Which in my case would create a 101 Ohm resistor.

However, this doesn't seem to be creating the characteristic curve that I was expecting.

Datasheet I am using for reference

schematic

simulate this circuit – Schematic created using CircuitLab

Therefor, am I selecting the correct value for the series resistor? And when you're making the above calculation with the view of performing a DC Sweep what Voltage do you use for the source voltage calculation? Mean voltage? Max Voltage? Arbitrary value?

\$\endgroup\$
1
\$\begingroup\$

First, you have to consider that every (Zener) diode has a power rating. From this power rating, you can calculate a maximum current for the diode. E.g., if a Zener diode has a maximum power rating of \$ 1~\text{W} \$, and a voltage rating of \$ 2~\text{V} \$, the maximum current through the diode should be \$ 0.5~\text{A} \$. If you want to connect this diode to a voltage supply of \$ 5~\text{V} \$, then you need something (a resistor) that will create a voltage drop of \$ 3~\text{V} \$:

$$ R = \frac{5~\text{V} - 2~\text{V}}{0.5~\text{A}} = 6~\Omega $$

Power rating for this resistor should be at least \$ P_R = I^2 R = 1.5~\text{W} \$.

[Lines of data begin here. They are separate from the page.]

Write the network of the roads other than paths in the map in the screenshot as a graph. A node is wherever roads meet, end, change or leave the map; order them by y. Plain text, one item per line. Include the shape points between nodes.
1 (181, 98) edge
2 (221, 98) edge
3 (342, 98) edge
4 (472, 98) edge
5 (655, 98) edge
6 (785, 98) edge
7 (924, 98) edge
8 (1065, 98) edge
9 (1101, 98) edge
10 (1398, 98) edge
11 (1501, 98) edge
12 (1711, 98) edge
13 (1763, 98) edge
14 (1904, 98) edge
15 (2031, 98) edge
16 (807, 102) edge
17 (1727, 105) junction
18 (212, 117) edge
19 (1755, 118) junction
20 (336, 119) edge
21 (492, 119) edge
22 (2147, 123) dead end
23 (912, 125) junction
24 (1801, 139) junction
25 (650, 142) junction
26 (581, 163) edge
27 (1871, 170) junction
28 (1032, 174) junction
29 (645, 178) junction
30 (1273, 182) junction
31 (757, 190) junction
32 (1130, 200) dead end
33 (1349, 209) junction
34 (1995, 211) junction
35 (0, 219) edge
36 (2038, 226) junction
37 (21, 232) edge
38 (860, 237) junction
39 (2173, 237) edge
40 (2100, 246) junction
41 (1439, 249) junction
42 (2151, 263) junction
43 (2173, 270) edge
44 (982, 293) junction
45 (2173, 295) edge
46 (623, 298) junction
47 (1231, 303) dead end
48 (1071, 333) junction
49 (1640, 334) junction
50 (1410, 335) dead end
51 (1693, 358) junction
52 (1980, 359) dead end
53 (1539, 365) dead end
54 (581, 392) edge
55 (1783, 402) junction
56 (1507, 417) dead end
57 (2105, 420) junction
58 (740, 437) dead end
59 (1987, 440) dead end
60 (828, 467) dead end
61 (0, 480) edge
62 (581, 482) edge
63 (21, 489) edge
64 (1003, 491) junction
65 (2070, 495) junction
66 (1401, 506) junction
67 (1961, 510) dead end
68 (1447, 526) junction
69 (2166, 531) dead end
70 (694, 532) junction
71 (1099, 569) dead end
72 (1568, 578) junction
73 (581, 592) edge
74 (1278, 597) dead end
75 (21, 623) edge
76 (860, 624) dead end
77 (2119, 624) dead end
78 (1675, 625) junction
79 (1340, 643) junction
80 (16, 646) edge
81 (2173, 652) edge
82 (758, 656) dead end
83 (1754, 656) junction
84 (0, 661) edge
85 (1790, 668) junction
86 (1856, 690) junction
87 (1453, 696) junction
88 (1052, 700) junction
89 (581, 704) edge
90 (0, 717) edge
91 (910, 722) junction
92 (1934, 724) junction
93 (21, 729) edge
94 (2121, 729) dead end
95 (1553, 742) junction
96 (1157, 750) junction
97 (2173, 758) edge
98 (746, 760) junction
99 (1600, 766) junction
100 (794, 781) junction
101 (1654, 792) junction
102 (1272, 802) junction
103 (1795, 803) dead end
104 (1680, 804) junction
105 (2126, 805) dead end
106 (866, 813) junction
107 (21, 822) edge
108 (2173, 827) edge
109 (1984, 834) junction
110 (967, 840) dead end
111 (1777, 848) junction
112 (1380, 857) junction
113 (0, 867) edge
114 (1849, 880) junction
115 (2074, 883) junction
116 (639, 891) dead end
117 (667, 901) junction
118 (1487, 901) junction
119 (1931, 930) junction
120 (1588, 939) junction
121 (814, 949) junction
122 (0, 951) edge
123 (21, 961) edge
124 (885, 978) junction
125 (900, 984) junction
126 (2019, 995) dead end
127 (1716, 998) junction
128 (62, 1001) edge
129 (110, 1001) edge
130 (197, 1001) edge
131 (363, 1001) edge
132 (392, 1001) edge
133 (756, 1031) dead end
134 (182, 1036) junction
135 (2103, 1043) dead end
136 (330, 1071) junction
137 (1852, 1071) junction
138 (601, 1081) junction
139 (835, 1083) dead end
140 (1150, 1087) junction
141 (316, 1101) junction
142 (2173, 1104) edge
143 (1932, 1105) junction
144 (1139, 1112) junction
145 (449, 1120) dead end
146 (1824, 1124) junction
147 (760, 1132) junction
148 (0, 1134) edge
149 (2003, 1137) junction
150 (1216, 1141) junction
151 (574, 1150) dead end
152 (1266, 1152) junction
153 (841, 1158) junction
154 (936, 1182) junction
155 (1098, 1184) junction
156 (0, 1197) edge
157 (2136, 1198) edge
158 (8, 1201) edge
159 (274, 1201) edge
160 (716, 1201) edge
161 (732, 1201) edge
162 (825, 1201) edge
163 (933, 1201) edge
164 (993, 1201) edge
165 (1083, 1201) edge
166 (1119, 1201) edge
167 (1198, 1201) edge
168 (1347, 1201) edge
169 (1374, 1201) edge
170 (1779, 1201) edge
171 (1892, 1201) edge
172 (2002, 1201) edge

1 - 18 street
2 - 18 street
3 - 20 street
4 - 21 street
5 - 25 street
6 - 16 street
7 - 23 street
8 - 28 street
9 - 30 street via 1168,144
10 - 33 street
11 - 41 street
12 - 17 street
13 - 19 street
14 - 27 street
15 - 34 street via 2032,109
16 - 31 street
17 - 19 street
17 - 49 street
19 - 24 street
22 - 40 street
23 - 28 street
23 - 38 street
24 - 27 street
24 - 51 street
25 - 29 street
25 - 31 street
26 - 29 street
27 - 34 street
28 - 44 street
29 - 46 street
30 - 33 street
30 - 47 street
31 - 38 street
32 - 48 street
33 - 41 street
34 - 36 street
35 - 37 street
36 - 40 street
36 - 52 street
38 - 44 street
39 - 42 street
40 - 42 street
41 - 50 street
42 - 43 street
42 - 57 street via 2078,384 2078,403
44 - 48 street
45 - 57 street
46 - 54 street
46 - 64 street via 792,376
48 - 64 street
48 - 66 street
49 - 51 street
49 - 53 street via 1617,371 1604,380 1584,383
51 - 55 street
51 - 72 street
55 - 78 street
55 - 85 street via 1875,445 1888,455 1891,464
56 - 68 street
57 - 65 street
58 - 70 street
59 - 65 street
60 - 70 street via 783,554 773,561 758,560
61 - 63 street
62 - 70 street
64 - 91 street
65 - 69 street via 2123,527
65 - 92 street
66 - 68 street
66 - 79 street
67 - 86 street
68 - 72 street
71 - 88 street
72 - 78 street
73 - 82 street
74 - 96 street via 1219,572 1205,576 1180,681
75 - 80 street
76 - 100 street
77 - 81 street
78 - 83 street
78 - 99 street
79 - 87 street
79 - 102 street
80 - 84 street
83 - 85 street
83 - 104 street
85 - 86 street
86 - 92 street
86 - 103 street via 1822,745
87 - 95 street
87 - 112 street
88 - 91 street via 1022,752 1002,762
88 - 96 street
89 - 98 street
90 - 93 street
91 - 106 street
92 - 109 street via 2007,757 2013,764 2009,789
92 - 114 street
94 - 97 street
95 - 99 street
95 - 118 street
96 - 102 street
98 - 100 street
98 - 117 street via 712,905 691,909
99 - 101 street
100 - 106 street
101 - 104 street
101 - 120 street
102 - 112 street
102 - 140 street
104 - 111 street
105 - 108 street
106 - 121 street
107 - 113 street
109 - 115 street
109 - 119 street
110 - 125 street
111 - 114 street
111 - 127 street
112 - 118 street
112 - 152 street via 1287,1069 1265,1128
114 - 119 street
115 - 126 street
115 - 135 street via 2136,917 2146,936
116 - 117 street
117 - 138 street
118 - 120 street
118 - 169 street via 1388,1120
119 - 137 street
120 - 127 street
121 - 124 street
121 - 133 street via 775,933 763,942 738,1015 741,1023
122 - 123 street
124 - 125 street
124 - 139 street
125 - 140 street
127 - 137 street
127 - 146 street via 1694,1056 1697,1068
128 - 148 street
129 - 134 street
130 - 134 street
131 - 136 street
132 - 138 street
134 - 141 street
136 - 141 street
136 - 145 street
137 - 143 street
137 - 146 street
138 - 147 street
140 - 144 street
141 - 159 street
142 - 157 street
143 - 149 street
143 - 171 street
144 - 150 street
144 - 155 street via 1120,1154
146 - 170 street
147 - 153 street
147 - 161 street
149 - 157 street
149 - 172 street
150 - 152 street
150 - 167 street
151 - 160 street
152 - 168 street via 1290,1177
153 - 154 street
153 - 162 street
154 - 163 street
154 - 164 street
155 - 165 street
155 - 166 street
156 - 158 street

Now, you want to place some load in parallel to the Zener diode. This will reduce the current through the diode, which will result in a lower voltage. To calculate exact operating point, i.e., voltage drop at the Zener diode, we need more information on this diode, like its \$U\$-\$I\$ static characteristics.

As for the 1N4681 diode datasheet, you can see that its maximum voltage is \$ V_{\max} = 2.52~\text{V} \$, and its minimum voltage is \$ V_{\min} = 2.28~\text{V} \$. The actual operating voltage will depend on the current through the diode, which depends on the series resistor, as well as on the load that is in parallel to the diode. You can also see that the maximum current is \$ I_{\max} = 0.095~\text{A} \$. The maximum voltage would occur for maximum current through the diode. Also take into account that the power rating for \$ 100~\Omega \$ resistor should be at least \$ 1~\text{W} \$.

I've looked through your model - everything is fine except for \$ R_S \$ parameter in the diode. Change this parameter to \$ 0~\Omega \$, and everything will be fine. For this particular diode, you may want to set the series resistor to \$ 80~\Omega \$.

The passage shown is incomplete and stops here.